Le vote allemand sur le FESF a soulagé les opérateurs hier. Les opérateurs se portaient de nouveau sur les obligations d’Etat françaises et allemandes, lesquelles avaient, mercredi, perdu un peu de terrain.
Les taux allemands reculaient à 2%, contre 2.69% pour les taux français. Les députés du Bundestag ont, très largement adopté le renforcement du FESF, qui a pour vocation d’aider les pays de la zone euro en difficulté, comme la Grèce, le Portugal et l’Irlande. Cette issue était très largement anticipée par les opérateurs.

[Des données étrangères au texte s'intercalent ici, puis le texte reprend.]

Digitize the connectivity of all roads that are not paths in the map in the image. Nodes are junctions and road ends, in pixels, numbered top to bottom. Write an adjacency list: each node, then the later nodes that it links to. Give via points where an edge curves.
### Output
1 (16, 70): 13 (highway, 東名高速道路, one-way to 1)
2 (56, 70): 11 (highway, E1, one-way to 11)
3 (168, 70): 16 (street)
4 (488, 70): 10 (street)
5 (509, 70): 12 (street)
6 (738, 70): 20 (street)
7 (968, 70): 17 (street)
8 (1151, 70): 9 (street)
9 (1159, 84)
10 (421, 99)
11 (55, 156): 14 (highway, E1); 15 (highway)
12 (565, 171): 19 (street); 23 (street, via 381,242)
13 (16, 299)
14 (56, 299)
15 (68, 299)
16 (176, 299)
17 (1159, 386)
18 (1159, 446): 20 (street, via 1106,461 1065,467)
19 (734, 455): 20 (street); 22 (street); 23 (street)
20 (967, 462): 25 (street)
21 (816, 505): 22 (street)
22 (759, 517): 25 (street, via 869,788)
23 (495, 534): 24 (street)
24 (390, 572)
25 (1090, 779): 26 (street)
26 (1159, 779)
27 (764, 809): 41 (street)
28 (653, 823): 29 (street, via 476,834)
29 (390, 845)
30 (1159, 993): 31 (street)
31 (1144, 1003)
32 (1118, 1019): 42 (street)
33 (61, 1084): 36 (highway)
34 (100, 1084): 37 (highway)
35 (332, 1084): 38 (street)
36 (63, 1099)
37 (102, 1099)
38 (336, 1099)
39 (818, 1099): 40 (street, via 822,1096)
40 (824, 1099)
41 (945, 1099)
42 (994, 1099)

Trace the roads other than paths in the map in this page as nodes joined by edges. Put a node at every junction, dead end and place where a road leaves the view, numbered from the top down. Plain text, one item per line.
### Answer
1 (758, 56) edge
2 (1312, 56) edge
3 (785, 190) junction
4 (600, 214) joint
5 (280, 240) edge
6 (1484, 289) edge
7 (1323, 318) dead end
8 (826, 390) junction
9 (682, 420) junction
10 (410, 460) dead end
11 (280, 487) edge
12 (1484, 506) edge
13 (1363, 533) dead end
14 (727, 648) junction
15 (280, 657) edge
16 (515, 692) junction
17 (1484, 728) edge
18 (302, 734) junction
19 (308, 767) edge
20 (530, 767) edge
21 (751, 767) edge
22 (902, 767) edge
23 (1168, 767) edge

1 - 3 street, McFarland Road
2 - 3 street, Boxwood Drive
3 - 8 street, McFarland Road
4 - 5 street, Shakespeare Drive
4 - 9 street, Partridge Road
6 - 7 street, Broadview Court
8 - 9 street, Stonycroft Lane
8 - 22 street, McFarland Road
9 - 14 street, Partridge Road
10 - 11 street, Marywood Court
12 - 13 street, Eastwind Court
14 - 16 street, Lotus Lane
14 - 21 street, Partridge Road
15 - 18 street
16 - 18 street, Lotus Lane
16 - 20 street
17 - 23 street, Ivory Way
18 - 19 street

La majeure partie des députés de la coalition d’Angela Merkel ont voté pour cette extension du FESF, ce qui constitue une satisfaction pour Angela Merkel. Seuls 15 députés sur les 330 de la majorité ont voté contre alors que 315 conservateurs (CDU/CSU) et libéraux (FDP), ont voté pour le plan. L’enjeu était de savoir si la chancelière allemande pouvait conserver sa majorité, et faire voter le plan sans les voix de l'opposition.
Les taux de l’Italie et de l’Espagne évoluaient de façon contraire, avec une hausse des taux espagnols, à 5,08% contre 5,06% jeudi et un repli des taux italiens à 5,57% contre 5,63%. Le Trésor a émis hier pour 7,85 milliards d'euros d'obligations à long terme.